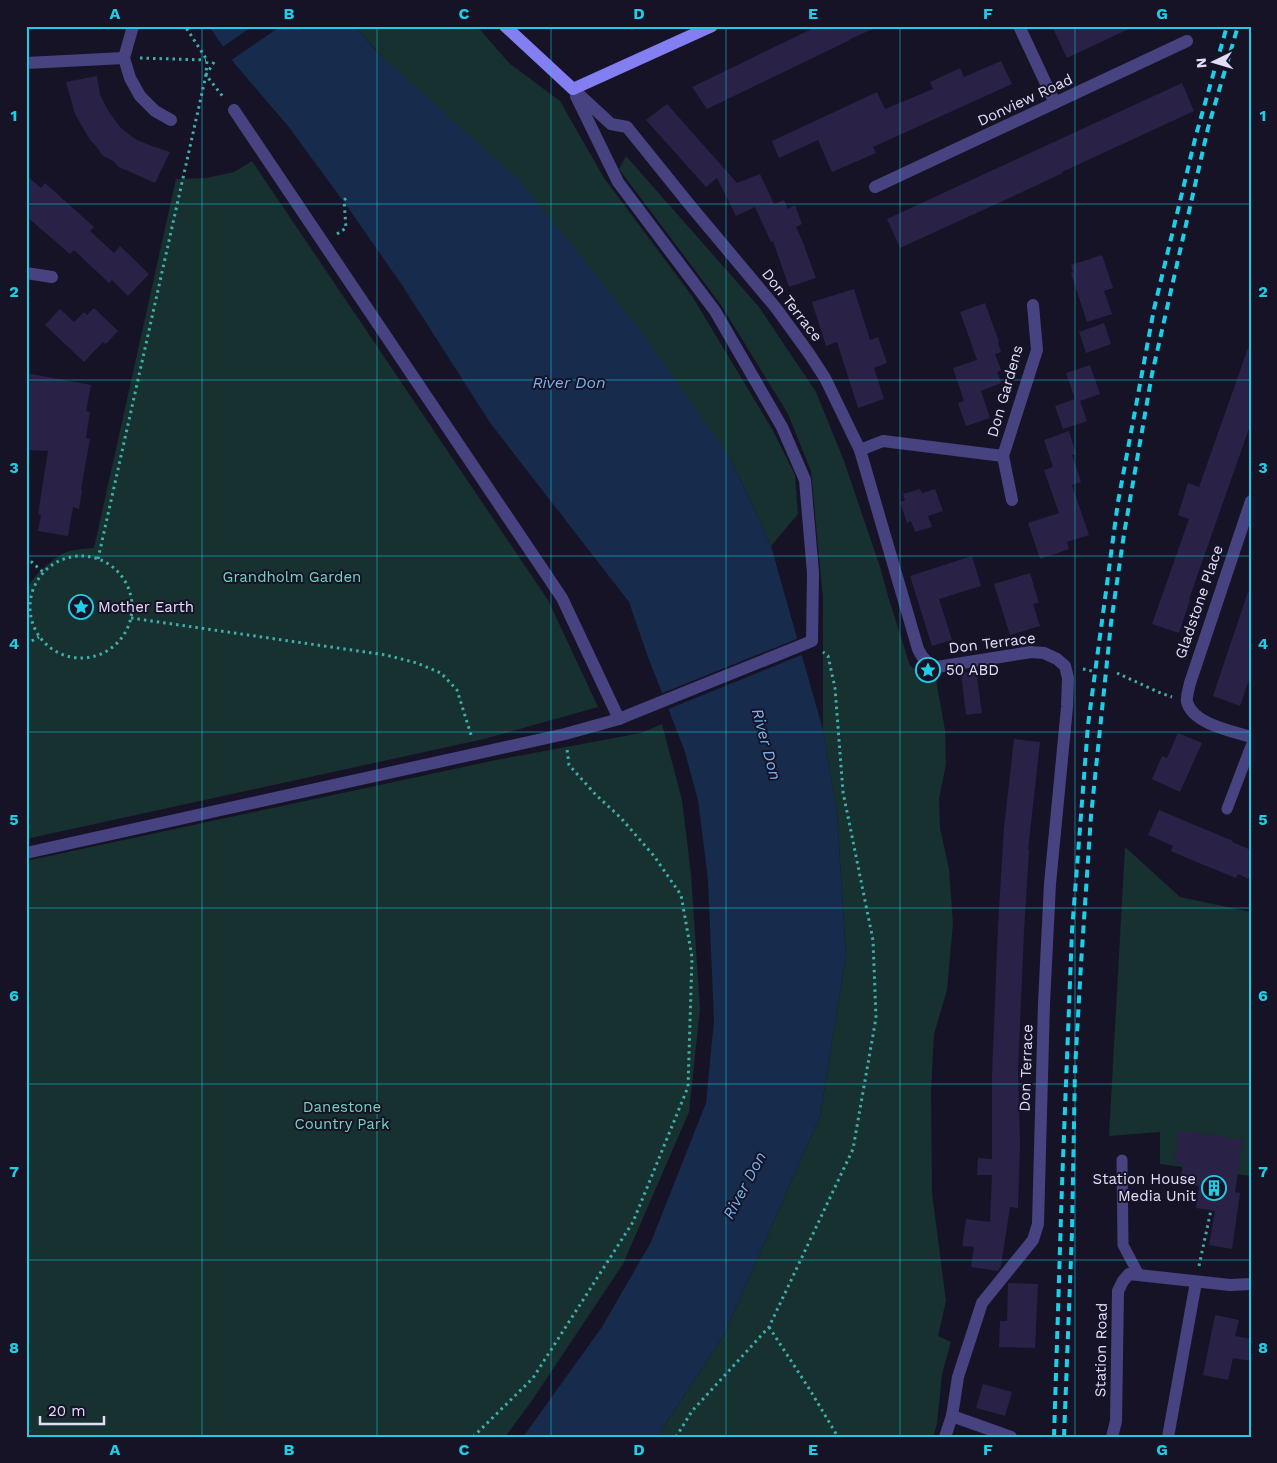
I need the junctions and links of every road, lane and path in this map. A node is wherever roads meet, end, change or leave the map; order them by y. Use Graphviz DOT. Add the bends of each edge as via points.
graph roads {
  1 [pos="134,26"];
  2 [pos="185,26"];
  3 [pos="505,26"];
  4 [pos="712,26"];
  5 [pos="1019,26"];
  6 [pos="1187,41"];
  7 [pos="124,58"];
  8 [pos="207,60"];
  9 [pos="214,62"];
  10 [pos="26,64"];
  11 [pos="206,75"];
  12 [pos="573,89"];
  13 [pos="1056,103"];
  14 [pos="234,110"];
  15 [pos="171,120"];
  16 [pos="875,187"];
  17 [pos="349,196"];
  18 [pos="346,228"];
  19 [pos="26,273"];
  20 [pos="52,277"];
  21 [pos="1033,305"];
  22 [pos="860,450"];
  23 [pos="1003,456"];
  24 [pos="1012,500"];
  25 [pos="1251,501"];
  26 [pos="26,557"];
  27 [pos="98,559"];
  28 [pos="43,572"];
  29 [pos="131,618"];
  30 [pos="39,637"];
  31 [pos="808,643"];
  32 [pos="26,644"];
  33 [pos="1118,673"];
  34 [pos="1187,701"];
  35 [pos="619,719"];
  36 [pos="1251,737"];
  37 [pos="1251,746"];
  38 [pos="476,753"];
  39 [pos="569,765"];
  40 [pos="1227,809"];
  41 [pos="26,853"];
  42 [pos="1122,1160"];
  43 [pos="1211,1210"];
  44 [pos="1139,1275"];
  45 [pos="1196,1282"];
  46 [pos="1251,1284"];
  47 [pos="769,1327"];
  48 [pos="952,1416"];
  49 [pos="1006,1436"];
  50 [pos="473,1437"];
  51 [pos="676,1437"];
  52 [pos="838,1437"];
  53 [pos="945,1437"];
  54 [pos="1112,1437"];
  55 [pos="1168,1437"];
  1 -- 7 [label="street"];
  2 -- 8 [label="path"];
  3 -- 12 [label="street"];
  4 -- 12 [label="street"];
  5 -- 13 [label="street"];
  6 -- 13 [label="street, Donview Road"];
  7 -- 8 [label="path"];
  7 -- 10 [label="street"];
  7 -- 15 [label="street" via="140,96 155,111"];
  8 -- 11 [label="path"];
  9 -- 11 [label="path"];
  11 -- 14 [label="path"];
  11 -- 27 [label="path"];
  12 -- 22 [label="street, Don Terrace" via="612,124 627,127 776,308 825,378"];
  12 -- 31 [label="street" via="618,182 715,311 794,453 805,480 813,572"];
  13 -- 16 [label="street, Donview Road"];
  14 -- 35 [label="street" via="562,598"];
  17 -- 18 [label="path" via="344,200"];
  19 -- 20 [label="street"];
  21 -- 23 [label="street, Don Gardens" via="1036,350"];
  22 -- 23 [label="street, Don Gardens" via="883,441"];
  22 -- 48 [label="street, Don Terrace" via="918,649 925,661 937,667 1038,652 1057,659 1065,666 1068,678 1050,884 1038,1224 1033,1240 982,1303 958,1378"];
  23 -- 24 [label="street, Don Gardens"];
  25 -- 34 [label="street, Gladstone Place" via="1190,683"];
  26 -- 28 [label="path"];
  27 -- 28 [label="path" via="74,556 52,564"];
  27 -- 29 [label="path" via="108,563 125,582 131,597"];
  28 -- 30 [label="path" via="31,592 29,604 33,627"];
  29 -- 30 [label="path" via="115,646 86,659 60,654"];
  29 -- 38 [label="path" via="386,655 417,663 441,673 457,690"];
  30 -- 32 [label="path"];
  31 -- 35 [label="street"];
  31 -- 47 [label="path" via="828,656 835,688 843,792 873,940 876,1018 853,1149"];
  33 -- 34 [label="path" via="1158,692"];
  34 -- 36 [label="street" via="1194,714 1206,721"];
  35 -- 38 [label="street"];
  37 -- 40 [label="lane"];
  38 -- 41 [label="street"];
  39 -- 50 [label="path" via="654,856 681,895 692,957 688,1087 633,1222 534,1378"];
  42 -- 44 [label="lane" via="1123,1245"];
  43 -- 45 [label="path"];
  44 -- 45 [label="street"];
  44 -- 54 [label="street, Station Road" via="1129,1274 1118,1291 1117,1414"];
  45 -- 46 [label="street"];
  45 -- 55 [label="street"];
  47 -- 51 [label="path" via="692,1411"];
  47 -- 52 [label="path"];
  48 -- 49 [label="street"];
  48 -- 53 [label="street"];
}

******

BRIEF: Return each line among the entries that holds the word "roads".

THE COMPLETED TASK:
I need the junctions and links of every road, lane and path in this map. A node is wherever roads meet, end, change or leave the map; order them by y. Use Graphviz DOT. Add the bends of each edge as via points.
graph roads {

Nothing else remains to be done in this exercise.